Piazze Aperte Milano-Budapest

In the past years, Milan has become a model city in public space regeneration. The Piazze Aperte (“Open Squares”) programme, launched in 2018, has become a key reference for municipalities and activists aiming at transforming their cities with safer streets, more attractive and more accessible public spaces, more climate-resilient infrastructure and stronger, more compact and liveable neighbourhoods.

Piazze Aperte aims to enhance public spaces and turn them into gathering places for communities, to extend pedestrian areas, and to promote sustainable forms of mobility to benefit the environment and improve the quality of life in the city. Piazze Aperte uses the “tactical urbanism” approach to put public spaces once again at the center of community life and to encourage people to make the most of public squares, rather than just using them for parking or thoroughfares. By giving people back their community spaces, the hope is that, through activities, gatherings, and even just simply “living” in these areas, public squares will once again regain their full status as local meeting places.

Thanks to the collaboration agreements signed in the programme, the City of Milan and its residents are able to actively cooperate in the design, development, and implementation of public spaces, based on the principles of shared management.

In the past 4 years, Piazze Aperte has redeveloped 40 public spaces covering over 20,000 m2, with the participation of thousands of citizens, NGOs, associations, schools, religious organisations and businesses.

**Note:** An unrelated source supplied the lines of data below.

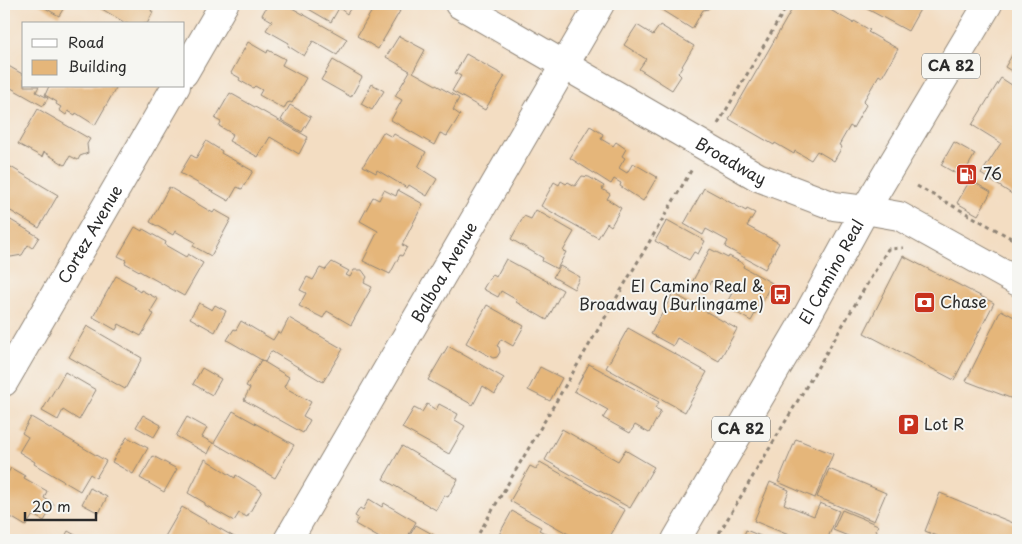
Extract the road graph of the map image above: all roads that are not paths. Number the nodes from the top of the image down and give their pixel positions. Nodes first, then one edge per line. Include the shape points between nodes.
1 (224, 4) edge
2 (459, 4) edge
3 (600, 4) edge
4 (988, 4) edge
5 (564, 64) junction
6 (185, 71) edge
7 (175, 88) edge
8 (865, 210) junction
9 (1018, 282) edge
10 (4, 382) edge
11 (288, 540) edge
12 (676, 540) edge

1 - 6 street
2 - 5 street, Broadway
3 - 5 street, Balboa Avenue
4 - 8 street, El Camino Real / CA 82
5 - 8 street, Broadway via 758,177 834,206
5 - 11 street, Balboa Avenue
7 - 10 street, Cortez Avenue
8 - 9 street, Broadway via 899,216
8 - 12 street, El Camino Real / CA 82

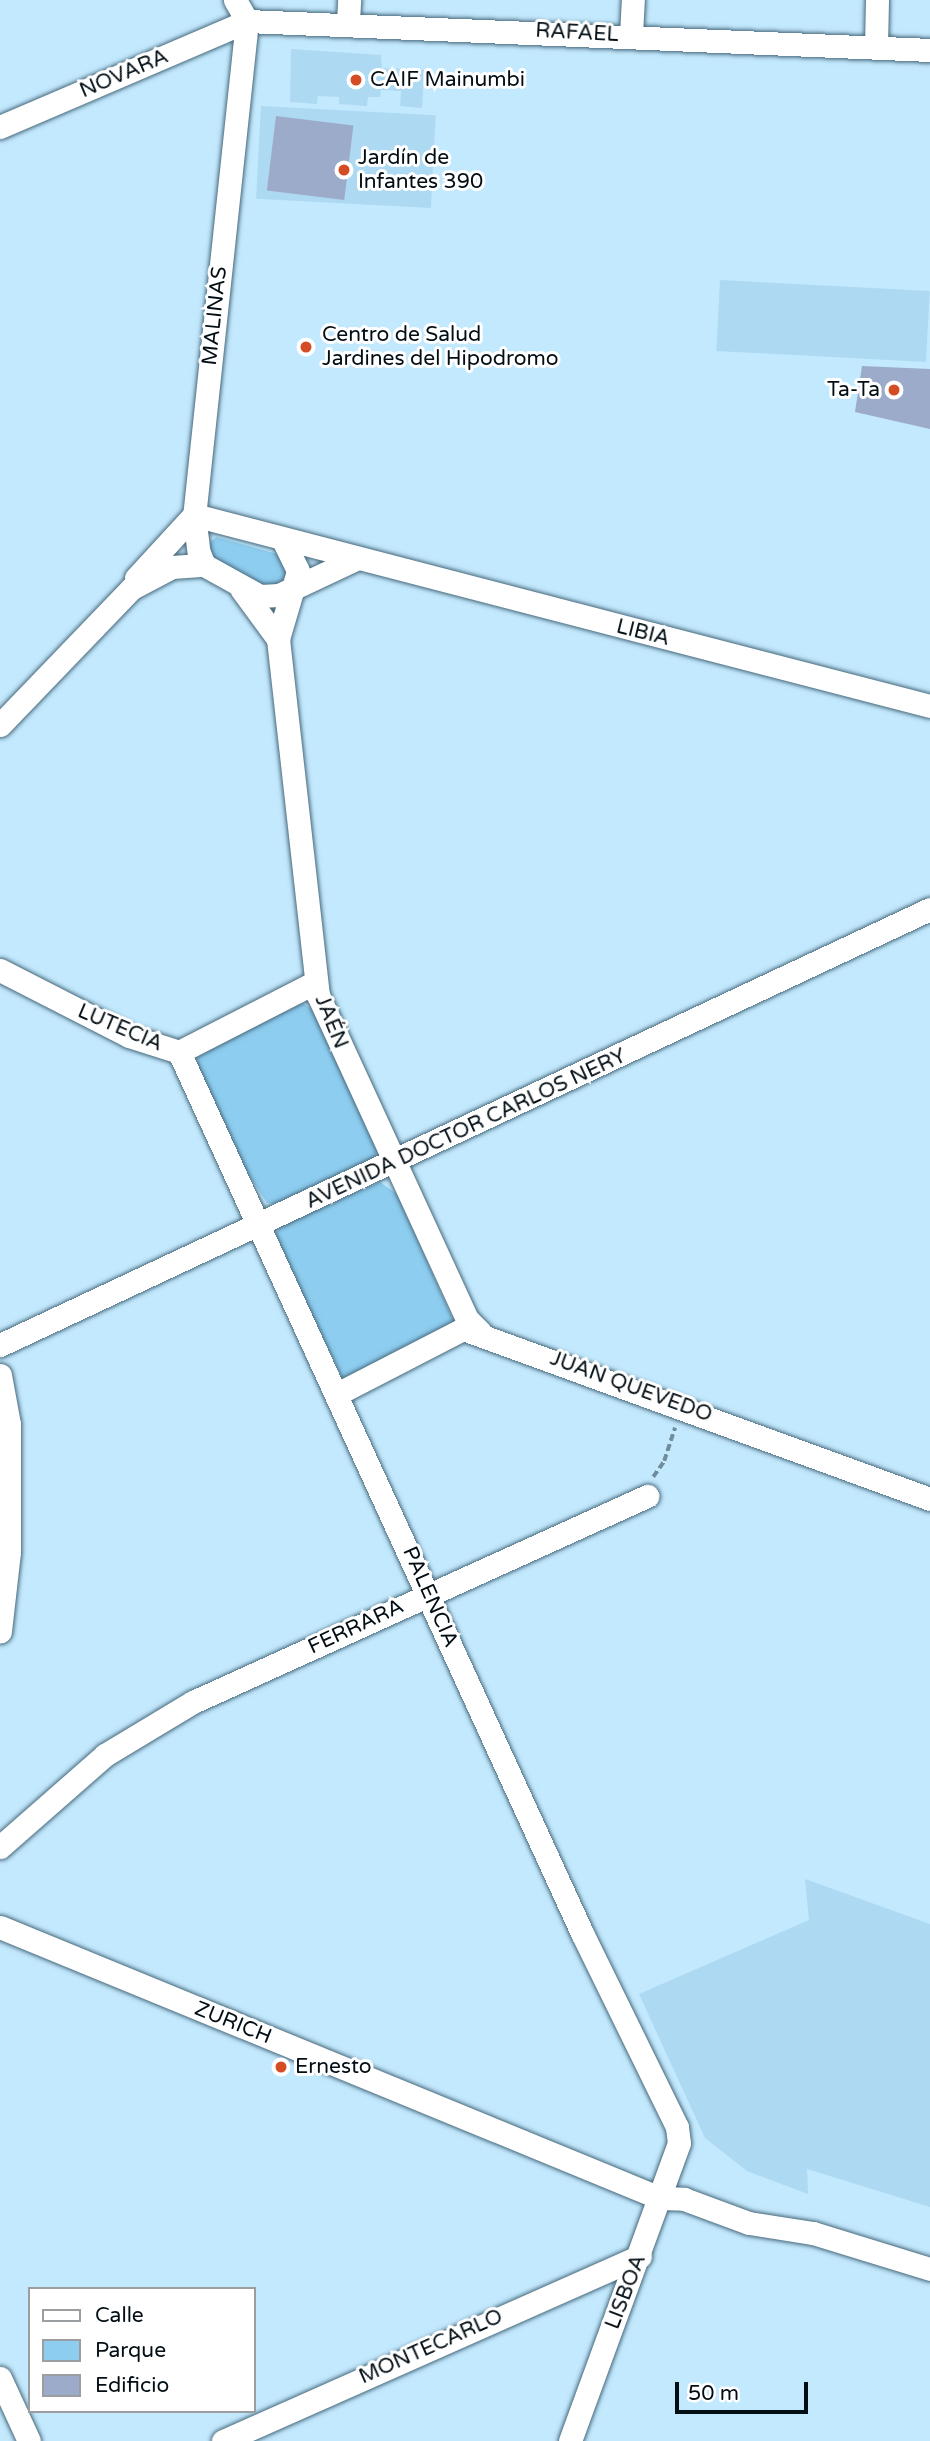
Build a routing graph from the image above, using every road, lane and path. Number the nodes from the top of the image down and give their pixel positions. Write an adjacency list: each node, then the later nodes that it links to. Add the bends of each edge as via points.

At the Budapest event, the case study of Milan will be presented by AMAT experts Demetrio Scopelliti and Stefano Ragazzo, who will share their experiences about Piazze Aperte and the role of Milan’s public space innovation within the city’s broader future vision.

Demetrio Scopelliti is Director for Urban Planning and Public Space at the City of Milan’s Agency for Mobility, Environment and Territory. Since 2016, he has been Advisor to the Deputy Mayor for Urban Planning at the City of Milan,

Stefano Ragazzo is an architect and urban designer. His research and projects focus on urban regeneration, incremental urbanism and temporary architecture. In 2010 he founded orizzontale, an architecture practice based in Rome, whose work crosses the field of architecture, urbanism and public art. 

Time: 19:00 on the 21st of October 2022 

Location: KÉK – Hungarian Contemporary Architecture Centre (Budapest, Bartók Béla út 10-12, 1111)

This event is organised by the Contemporary Architecture Center and Eutropian, in the frame of the PLAY/ACT project, with support from the Italian Cultural Institute of Budapest.